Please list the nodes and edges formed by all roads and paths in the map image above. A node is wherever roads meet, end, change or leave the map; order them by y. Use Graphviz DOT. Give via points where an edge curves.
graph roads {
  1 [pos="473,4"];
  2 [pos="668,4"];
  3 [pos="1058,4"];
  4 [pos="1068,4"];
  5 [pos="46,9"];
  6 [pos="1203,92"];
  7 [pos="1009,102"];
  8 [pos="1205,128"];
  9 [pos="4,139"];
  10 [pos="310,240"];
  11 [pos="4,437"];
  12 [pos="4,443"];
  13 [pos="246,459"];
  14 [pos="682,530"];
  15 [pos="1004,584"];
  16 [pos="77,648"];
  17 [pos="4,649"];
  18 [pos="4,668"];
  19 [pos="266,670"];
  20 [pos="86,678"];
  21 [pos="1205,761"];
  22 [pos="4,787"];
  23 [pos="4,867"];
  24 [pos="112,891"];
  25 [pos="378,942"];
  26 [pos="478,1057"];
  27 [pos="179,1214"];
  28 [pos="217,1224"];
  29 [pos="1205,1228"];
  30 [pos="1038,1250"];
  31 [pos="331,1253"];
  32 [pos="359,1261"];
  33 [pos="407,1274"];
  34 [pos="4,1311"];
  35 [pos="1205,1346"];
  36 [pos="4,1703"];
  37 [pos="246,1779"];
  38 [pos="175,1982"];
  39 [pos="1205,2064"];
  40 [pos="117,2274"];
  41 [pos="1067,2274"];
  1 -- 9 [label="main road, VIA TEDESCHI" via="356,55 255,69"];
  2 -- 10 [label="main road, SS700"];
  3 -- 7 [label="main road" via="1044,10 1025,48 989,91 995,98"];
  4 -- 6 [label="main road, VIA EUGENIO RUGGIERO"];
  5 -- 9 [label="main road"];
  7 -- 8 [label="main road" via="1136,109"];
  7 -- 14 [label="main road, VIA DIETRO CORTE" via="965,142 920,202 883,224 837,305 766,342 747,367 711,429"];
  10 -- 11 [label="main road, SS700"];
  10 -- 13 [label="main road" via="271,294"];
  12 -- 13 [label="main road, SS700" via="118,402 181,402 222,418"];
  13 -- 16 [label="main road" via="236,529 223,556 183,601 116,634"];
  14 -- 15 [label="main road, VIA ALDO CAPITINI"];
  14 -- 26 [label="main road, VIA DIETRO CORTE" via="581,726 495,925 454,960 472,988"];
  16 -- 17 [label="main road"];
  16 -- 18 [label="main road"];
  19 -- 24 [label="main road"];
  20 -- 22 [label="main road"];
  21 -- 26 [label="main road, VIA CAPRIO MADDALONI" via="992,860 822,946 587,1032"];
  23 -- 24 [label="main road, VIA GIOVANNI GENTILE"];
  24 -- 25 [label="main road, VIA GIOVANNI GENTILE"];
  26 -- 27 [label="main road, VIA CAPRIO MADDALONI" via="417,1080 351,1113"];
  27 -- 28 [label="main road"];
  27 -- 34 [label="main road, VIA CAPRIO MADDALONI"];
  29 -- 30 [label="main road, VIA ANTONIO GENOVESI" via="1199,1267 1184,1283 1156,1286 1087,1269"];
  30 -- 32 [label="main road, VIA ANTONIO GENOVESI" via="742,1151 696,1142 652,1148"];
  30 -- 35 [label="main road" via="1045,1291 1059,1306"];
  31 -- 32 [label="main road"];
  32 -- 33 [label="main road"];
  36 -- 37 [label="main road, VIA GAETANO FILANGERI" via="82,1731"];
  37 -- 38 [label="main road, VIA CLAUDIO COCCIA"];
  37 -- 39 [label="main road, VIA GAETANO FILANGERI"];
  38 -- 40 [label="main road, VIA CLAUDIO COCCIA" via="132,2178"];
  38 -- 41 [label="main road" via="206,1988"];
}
:::
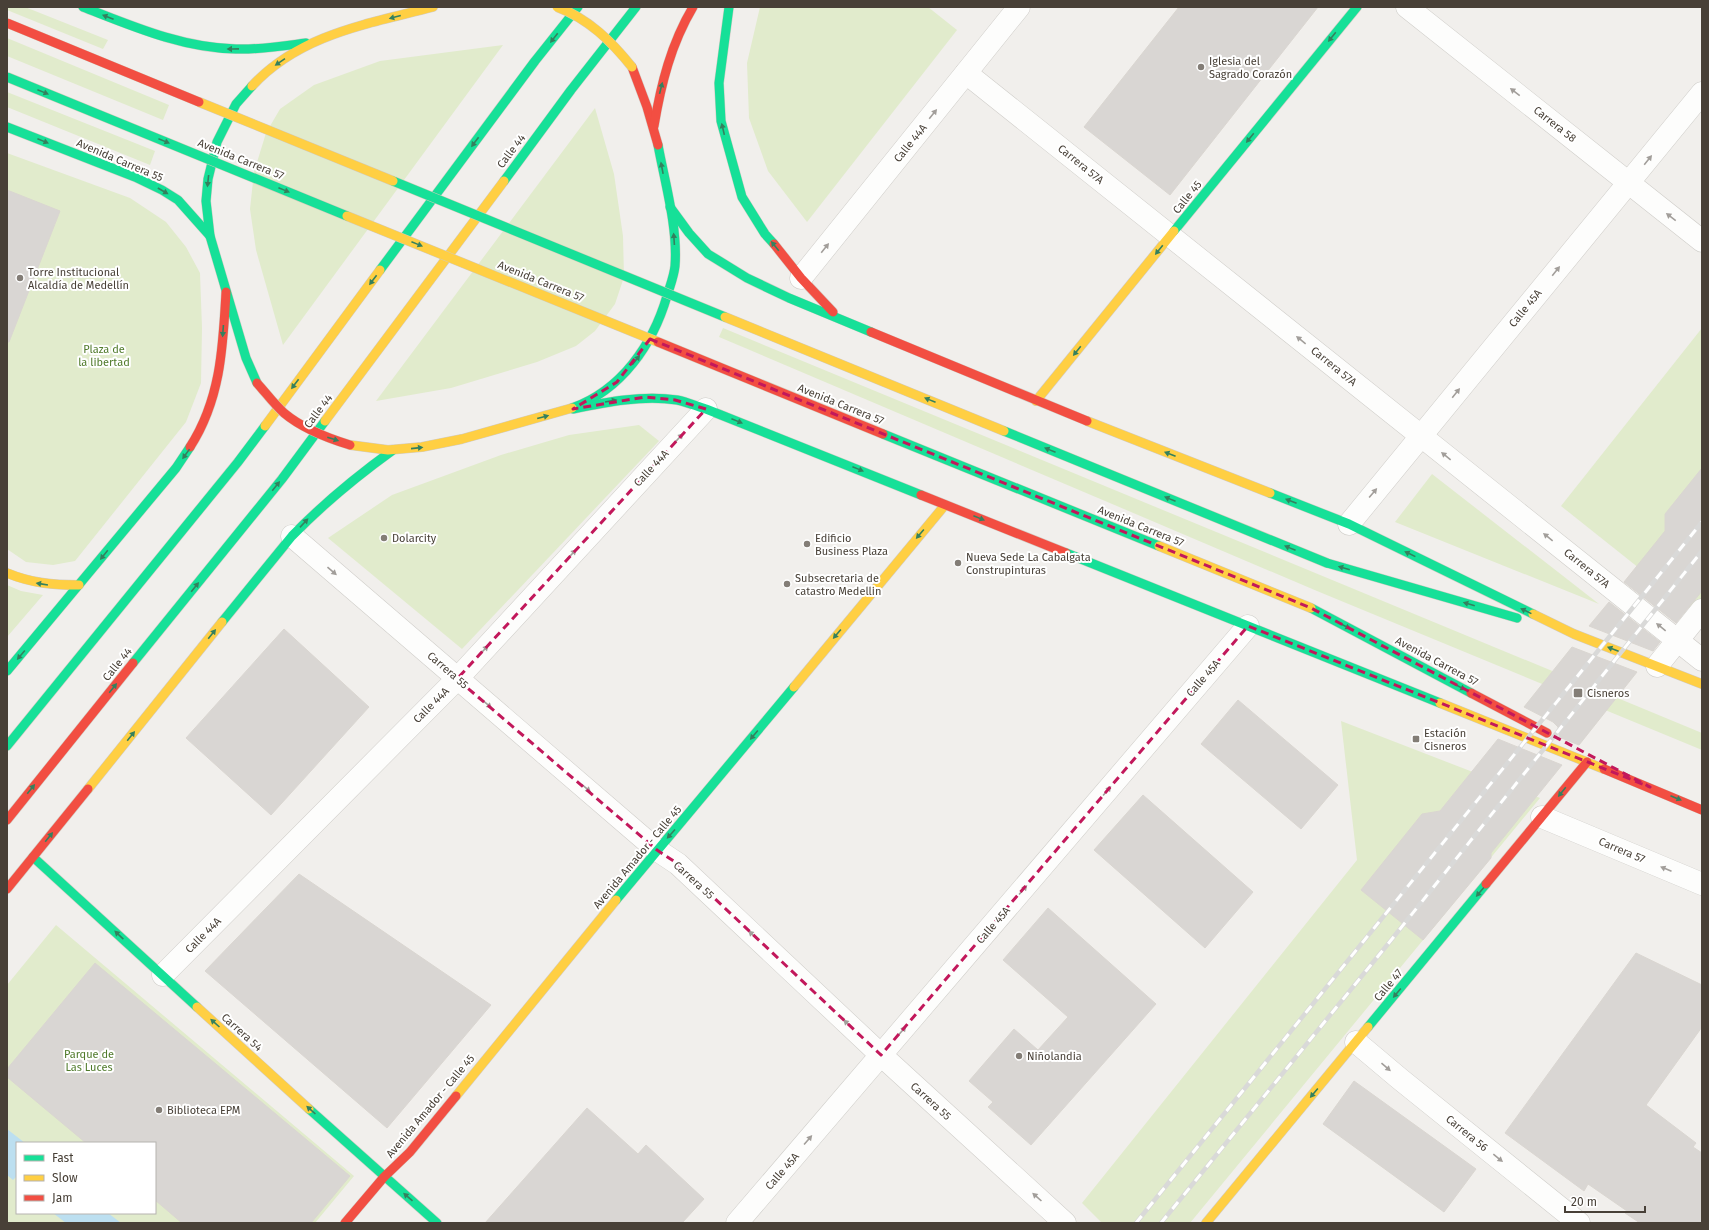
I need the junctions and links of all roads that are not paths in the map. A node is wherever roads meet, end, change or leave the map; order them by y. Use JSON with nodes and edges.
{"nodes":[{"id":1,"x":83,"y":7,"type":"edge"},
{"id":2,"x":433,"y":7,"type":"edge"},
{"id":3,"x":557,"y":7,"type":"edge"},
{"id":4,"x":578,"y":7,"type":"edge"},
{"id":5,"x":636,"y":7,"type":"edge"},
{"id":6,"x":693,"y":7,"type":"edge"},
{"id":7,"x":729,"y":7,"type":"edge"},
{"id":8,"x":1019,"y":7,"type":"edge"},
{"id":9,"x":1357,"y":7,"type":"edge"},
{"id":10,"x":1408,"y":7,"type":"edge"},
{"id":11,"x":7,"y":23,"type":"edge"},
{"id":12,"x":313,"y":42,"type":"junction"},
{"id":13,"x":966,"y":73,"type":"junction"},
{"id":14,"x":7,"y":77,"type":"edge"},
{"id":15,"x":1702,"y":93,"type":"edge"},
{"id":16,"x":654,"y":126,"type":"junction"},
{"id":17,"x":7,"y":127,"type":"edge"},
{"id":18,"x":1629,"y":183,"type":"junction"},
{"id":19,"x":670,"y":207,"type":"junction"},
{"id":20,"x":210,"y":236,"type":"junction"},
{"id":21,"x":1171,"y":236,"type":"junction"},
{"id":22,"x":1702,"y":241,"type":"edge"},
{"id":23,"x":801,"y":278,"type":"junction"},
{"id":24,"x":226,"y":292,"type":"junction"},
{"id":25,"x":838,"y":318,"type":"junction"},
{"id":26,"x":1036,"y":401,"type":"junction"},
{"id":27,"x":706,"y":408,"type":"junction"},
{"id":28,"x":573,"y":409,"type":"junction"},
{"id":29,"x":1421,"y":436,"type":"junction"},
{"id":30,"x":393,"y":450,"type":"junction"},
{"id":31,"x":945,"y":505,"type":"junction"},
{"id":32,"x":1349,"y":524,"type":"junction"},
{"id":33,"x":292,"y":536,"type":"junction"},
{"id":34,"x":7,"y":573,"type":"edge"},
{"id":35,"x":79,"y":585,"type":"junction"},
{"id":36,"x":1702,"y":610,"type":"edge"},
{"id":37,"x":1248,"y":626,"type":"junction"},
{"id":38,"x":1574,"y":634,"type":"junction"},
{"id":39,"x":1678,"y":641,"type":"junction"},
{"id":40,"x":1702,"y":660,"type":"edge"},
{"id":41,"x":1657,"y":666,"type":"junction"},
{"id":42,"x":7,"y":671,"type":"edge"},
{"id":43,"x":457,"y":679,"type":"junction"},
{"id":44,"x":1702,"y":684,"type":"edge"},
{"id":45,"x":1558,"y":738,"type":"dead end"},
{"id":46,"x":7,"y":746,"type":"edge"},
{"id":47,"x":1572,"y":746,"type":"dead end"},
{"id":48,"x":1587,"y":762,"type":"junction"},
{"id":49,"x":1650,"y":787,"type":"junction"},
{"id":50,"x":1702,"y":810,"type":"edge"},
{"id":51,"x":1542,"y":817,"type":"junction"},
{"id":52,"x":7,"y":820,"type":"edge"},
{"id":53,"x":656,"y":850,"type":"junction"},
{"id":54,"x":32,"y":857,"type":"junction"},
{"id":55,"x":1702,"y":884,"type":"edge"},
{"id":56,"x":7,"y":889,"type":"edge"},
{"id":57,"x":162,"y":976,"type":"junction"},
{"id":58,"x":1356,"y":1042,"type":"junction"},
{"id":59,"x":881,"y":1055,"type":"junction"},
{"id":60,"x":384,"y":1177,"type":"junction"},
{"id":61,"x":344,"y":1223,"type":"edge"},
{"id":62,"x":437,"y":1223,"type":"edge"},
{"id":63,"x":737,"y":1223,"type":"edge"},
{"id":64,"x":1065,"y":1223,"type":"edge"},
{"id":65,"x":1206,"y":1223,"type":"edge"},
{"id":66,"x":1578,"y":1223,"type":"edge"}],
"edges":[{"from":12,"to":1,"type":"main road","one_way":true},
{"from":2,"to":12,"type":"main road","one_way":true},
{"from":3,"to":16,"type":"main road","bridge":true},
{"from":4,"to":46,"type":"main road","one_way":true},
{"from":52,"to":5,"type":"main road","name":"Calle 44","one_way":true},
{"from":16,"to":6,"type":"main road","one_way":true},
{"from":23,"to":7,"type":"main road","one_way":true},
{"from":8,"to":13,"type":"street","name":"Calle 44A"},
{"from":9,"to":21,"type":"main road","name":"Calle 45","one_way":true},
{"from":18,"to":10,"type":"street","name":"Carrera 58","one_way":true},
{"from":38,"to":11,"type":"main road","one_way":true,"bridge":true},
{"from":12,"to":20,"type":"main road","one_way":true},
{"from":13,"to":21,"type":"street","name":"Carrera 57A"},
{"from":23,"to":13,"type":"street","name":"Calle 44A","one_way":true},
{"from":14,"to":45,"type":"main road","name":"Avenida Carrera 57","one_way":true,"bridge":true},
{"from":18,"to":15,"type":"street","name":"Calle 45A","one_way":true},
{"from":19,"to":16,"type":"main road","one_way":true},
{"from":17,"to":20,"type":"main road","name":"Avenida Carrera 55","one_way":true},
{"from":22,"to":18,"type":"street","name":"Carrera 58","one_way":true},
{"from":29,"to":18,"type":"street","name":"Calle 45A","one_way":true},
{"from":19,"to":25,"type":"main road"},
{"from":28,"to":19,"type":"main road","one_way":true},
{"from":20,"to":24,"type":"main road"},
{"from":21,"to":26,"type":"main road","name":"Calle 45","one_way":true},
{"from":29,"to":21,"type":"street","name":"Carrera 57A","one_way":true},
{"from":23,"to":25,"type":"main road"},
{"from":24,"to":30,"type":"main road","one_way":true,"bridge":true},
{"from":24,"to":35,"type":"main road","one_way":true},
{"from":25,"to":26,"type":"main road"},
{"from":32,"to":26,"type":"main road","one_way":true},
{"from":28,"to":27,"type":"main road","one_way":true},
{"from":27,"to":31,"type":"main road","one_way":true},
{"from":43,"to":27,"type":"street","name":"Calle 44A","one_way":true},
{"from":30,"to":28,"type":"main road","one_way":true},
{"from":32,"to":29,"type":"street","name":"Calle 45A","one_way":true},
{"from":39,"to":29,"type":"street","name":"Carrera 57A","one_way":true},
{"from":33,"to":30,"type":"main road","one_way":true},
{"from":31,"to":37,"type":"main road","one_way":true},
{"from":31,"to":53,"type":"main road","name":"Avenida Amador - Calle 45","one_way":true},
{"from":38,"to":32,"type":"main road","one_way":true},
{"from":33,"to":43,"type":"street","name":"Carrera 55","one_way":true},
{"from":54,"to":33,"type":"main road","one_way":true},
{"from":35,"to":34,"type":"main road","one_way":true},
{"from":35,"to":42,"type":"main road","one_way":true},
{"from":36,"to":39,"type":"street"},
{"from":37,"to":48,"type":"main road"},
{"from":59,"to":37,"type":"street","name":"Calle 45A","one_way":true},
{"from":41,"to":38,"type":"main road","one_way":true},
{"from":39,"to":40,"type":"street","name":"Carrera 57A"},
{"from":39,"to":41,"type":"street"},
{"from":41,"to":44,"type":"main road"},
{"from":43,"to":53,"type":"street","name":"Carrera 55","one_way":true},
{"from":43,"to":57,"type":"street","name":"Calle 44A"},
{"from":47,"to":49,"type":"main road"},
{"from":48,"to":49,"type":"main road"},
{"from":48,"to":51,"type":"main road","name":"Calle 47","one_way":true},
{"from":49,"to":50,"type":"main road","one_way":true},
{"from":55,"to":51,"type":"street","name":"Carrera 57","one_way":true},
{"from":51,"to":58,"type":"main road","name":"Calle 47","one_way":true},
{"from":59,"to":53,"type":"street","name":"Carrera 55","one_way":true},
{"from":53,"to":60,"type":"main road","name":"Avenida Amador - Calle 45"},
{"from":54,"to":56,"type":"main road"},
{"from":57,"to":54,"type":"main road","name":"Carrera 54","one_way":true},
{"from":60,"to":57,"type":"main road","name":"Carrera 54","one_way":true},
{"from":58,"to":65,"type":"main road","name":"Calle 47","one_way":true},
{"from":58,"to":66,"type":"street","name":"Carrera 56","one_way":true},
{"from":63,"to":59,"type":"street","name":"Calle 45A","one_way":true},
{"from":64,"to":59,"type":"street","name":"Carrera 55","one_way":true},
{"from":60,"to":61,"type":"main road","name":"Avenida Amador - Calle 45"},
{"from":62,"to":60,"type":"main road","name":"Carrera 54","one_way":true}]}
:::
▸ **Problem to solve**: Where does the word "Amador" appear in the listing above? Copy every line that holds it.

▸ **Completed task**:
{"from":31,"to":53,"type":"main road","name":"Avenida Amador - Calle 45","one_way":true},
{"from":53,"to":60,"type":"main road","name":"Avenida Amador - Calle 45"},
{"from":60,"to":61,"type":"main road","name":"Avenida Amador - Calle 45"},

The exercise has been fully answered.